With international borders tentatively reopening ahead of a planned full reopening in October, the New Zealand tourism sector is still in a state of limbo as the pandemic continues to bring uncertainty.

For businesses that rely heavily on the tourism market, it’s an incredibly challenging time. We spoke with three businesses about how they are dealing with the unpredictability and whether domestic tourism can sustain their operations until international tourists are welcomed back fully.

Backyard Roadies: Low overheads, high flexibility

Having founded Backyard Roadies mid-pandemic, Jason Goodson has been 100 per cent reliant on domestic tourism to fuel his road trip venture – but the continued uncertainty around border restrictions and the ever-present threat of lockdowns continues to present significant challenges.

And, of course, customers who may be interested in tours face the same challenges as Jason does.

“We’ve had immediate lockdowns enforced when we’ve been in the middle of a trip, so we’ve had to establish processes for that,” Jason says. “For customers, it’s a worry – not only travelling, but then having to go into lockdown and the trip being cancelled.”

Backyard Roadies

While some travel and tourism providers are offering refunds in the form of credit should COVID cause cancellations, Backyard Roadies offers customers full refunds, no questions.

While helping customers to manage the external unpredictables, Jason’s focused on controlling what he can internally – overheads. Running a very lean operation, he has kept his overheads purposefully low to enable flexibility.

“I don’t have any assets, I don’t have an office, I don’t have vehicles to pay off and all of my staff are casuals, so if I need to go into hibernation I can,” Jason says.

Looking ahead, he hopes borders open up fully sooner rather than later.

“Australia’s opening to the world and the rest of the world’s going to bypass us – it’s going to miss out on a lot of revenue,” Jason argues. “Domestic tourism has helped some tourism businesses stay afloat, but it’s just not enough.”

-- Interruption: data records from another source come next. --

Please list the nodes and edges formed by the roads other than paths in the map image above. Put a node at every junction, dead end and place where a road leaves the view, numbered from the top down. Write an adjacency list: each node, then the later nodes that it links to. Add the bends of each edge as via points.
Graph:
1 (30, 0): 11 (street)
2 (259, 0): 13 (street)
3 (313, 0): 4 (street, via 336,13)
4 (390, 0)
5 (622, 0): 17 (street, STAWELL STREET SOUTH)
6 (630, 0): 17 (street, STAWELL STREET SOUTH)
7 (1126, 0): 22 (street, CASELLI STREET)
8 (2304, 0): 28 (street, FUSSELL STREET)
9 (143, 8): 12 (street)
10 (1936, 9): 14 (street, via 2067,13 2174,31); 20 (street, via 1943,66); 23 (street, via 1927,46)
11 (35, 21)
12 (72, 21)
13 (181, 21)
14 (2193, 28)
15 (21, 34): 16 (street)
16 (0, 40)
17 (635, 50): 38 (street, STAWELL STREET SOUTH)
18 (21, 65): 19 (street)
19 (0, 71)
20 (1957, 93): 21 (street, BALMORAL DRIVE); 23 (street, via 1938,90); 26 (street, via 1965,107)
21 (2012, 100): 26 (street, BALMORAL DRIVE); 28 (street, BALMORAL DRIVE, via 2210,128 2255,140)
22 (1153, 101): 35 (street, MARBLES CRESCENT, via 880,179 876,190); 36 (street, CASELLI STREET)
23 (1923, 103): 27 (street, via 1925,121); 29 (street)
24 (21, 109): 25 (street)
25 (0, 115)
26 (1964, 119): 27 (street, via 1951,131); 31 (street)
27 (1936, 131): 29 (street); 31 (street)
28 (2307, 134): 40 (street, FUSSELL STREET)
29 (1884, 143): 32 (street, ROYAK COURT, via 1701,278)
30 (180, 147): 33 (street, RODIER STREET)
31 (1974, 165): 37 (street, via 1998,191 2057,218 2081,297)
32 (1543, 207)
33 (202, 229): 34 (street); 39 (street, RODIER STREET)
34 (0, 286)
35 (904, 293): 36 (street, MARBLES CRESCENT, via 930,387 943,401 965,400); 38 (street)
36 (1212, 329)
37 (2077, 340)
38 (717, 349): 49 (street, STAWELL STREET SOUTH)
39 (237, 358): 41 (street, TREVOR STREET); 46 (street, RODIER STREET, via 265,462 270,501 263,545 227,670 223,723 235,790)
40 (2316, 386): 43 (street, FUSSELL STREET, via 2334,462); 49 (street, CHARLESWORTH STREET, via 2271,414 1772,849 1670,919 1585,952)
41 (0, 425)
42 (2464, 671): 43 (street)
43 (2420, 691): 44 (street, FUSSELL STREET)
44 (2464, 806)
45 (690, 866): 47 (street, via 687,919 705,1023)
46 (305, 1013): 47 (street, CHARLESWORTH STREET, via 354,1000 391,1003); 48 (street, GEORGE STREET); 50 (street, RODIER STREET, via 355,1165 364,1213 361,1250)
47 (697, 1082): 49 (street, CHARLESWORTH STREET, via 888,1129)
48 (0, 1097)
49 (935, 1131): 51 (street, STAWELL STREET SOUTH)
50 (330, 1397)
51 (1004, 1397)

Haka Tours: New travel ideas for internationals in NZ

International tourists were 98% of Haka Tours’ traditional customer base – the company had to shift quite a lot. And, with restrictions and border closures continuing without any true guarantee of reopening, General Manager Eve Lawrence says business continues to be impacted by border closures and a lack of clear information

While pre-pandemic, the average tour length was 16 days, Haka Tours has created new trips over shorter periods of time to cater for those non-New Zealanders who are still in the country.

Haka Tours 1

“We’ve really put a focus on all of those international individuals who are either stuck here and can’t get home, or those people from overseas who now live here,” Eve explains.

“We’ve created shorter tours, around five nights, visiting some more remote regions that people potentially haven’t had the chance to go to – for example, The Catlins, Stewart Island, the remote West Coast, and we’ve also put a focus on cycling and hiking tours.”

From a pre-pandemic average of 60-70 tours per month, Haka Tours operated nine in February 2022. And, while the business kept on top of overheads, it had to do so through restructuring and redundancies, and Eve says the uncertainty continues to wreak havoc across the sector.

“We’re haemorrhaging business to Australia,” she says.

Shotover Jet: Long-term mindset, local focus

Shotover Jet in Queenstown has been on the to-do list for international visitors for many years, but the pandemic has forced the popular experience to cater purely to the domestic market.

“We’ve had to reduce prices to meet the domestic market. And we’ve seen incredible domestic support, which has been heartening,” explains Jolanda Cave, General Manager of Jet Boat Operations.

“Over the past two years, we’ve had the opportunity to refine every aspect of what we do and to re-invigorate our customer experience, and our focus going forward will remain on the domestic market, which is our safe and strong market.”

Shotover Jet

Part of that customer experience is Shotover Jet’s uniqueness, something the company has decided is critical long-term.

“We have a long-term plan to remain true to our iwi values, become a more premium experience and incorporate more Ngāi Tahu storytelling,” says Jolanda.

“This is our point of difference and what makes us unique. This is what will have customers coming back again and again.”

Jolanda says Shotover Jet has always worked hard to connect with the community, but never has this been more important than the past two years.

On ‘Locals Day’, for example, Queenstown residents and workers booked at reduced prices, with proceeds going to the Queenstown Lakes District Hospital Foundation.

“We have focused on being a genuine supporter of our local community,” says Jolanda.

While the complete focus for Shotover Jet is now on domestic tourism, Jolanda is prepared for uncertainty.

“We expect the coming year to be another uncertain and challenging time; the key for us is to be agile and maintain a long-term strategy and mindset,” she says. “We’ve shown over the past two years that we can adapt, and we will continue to pivot the business as we need to.”